Aclaremos, aquí no estamos hablando de eso que llaman
políticamente correcto. Tampoco vamos a aportar elementos para esa discusión
medio esotérica sobre las intenciones subyacentes del lenguaje. Ese problema se
lo dejamos a los filólogos, los psicólogos, los sociólogos, los activistas y
los desocupados.
Aquí también somos desocupados, pero de los otros. De los
que pasamos por cierta cantidad de años y nos damos cuenta de que algunas
actividades, objetos, seres vivos, cualidades o condiciones ya no se llaman
así. Lo bueno es que da tema para las amilcaradas, como hicimos con ciclas y bicis, o con tintos y otras bebidas calientes.
Por ejemplo, siempre han existido perros cuyo árbol
genealógico combina tantas razas que es sencillamente imposible clasificarlos
en alguna. No se necesita ser un experto, solo hay que mirar ese aspecto donde
la cara es de gran danés con peluqueado de french
pooddle; las piernas de pastor alemán
con un toque de pequinés: el cuerpo alargado como de salchicha con un lomo que
evoca un rothweiller; y el color en algún punto entre cenizo y
beige con motitas. Pero como aquí no hablamos de etología sino de lenguaje, estos caninos eran los gozques. El gozque de la calle, el gozque del taller,
el gozque que nació de la perra del vecino (o de la perra propiedad de la vecina, con esa aclaración en la redacción para evitar confusiones) y que por
negocio o donación terminó integrado a
nuestra familia.
El gozque no es el único residente en el mundo de los caninos a prueba
de clasificación. Lo acompaña el perro criollo colombiano. Este también es el
resultado de una larga mezcla de razas en circunstancias no siempre aptas para
menores de edad. Este también pulula por calles y hogares. Este también tiene
una larga historia que a veces lo deja bien parado frente a homólogos con más
pedigrí. También le ha tocado ser el malo de la película. Ha sido héroe o villano, como salvador entrenado o
improvisado, o como transmisor de enfermedades. Y este también parece un
gozque. O mejor, los gozques parecen
perros criollos colombianos.
Es decir, que si se ve como gozque, suena como gozque y
camina como gozque… es un perro criollo
colombiano. Pero no parece aceptable llamar gozque al gozque.
Supongo que se pueden ofender. La palabra no es adecuada para escenarios
cultos. O es difícil de insertar en el mundo globalizado.

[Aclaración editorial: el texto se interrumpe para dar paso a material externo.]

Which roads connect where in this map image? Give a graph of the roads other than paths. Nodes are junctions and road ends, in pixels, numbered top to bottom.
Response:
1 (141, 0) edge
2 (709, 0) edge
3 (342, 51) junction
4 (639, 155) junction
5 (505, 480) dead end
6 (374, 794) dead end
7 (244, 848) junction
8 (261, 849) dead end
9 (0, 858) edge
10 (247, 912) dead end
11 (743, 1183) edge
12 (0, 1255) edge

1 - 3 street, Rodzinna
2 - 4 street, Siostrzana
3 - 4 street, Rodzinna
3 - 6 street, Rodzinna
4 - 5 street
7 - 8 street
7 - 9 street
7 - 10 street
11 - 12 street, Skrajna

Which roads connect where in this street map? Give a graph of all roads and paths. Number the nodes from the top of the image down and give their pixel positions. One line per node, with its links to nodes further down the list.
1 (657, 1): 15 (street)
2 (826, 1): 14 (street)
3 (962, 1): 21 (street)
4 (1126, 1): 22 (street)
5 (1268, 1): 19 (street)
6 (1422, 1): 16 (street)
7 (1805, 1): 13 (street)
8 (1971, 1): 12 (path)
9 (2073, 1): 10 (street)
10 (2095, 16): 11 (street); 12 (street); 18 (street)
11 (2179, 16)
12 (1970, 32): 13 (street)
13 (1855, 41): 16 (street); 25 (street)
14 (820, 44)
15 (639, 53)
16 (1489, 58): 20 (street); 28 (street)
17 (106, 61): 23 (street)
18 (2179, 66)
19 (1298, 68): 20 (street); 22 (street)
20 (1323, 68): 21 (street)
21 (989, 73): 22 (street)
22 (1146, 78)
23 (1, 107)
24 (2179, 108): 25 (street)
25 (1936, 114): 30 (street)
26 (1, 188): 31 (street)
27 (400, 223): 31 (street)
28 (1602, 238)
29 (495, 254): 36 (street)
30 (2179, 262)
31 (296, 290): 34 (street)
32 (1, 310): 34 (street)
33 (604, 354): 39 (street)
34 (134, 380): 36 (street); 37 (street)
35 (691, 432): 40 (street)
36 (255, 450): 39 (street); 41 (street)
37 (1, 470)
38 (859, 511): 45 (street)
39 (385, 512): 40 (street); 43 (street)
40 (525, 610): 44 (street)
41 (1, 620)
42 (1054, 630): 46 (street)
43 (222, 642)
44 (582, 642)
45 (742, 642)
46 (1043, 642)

O simplemente es uno más de esos términos que por criterios
basados en la moda, la influencia extranjera, el esnobismo o la vergüenza de
aceptar lo que somos se cambian sin
ninguna necesidad.
Así fue como los fracasados se volvieron perdedores
(traducción del anglicismo loosers);
en los hoteles la gente dejó de registrarse para hacer check in, las historietas pasaron a llamarse cómics; la gente ya no divulga temas sino que los socializa y
cuestiones como estas se volvieron adecuadas para organizar conversatorios.
Por si las moscas, le sugiero prepararse. La próxima vez que
un can de los mencionados lo importune
en la calle, no se le ocurra decirle “chite gozque”. No señor, hay que decirle:
“Vete de aquí, perro criollo colombiano”.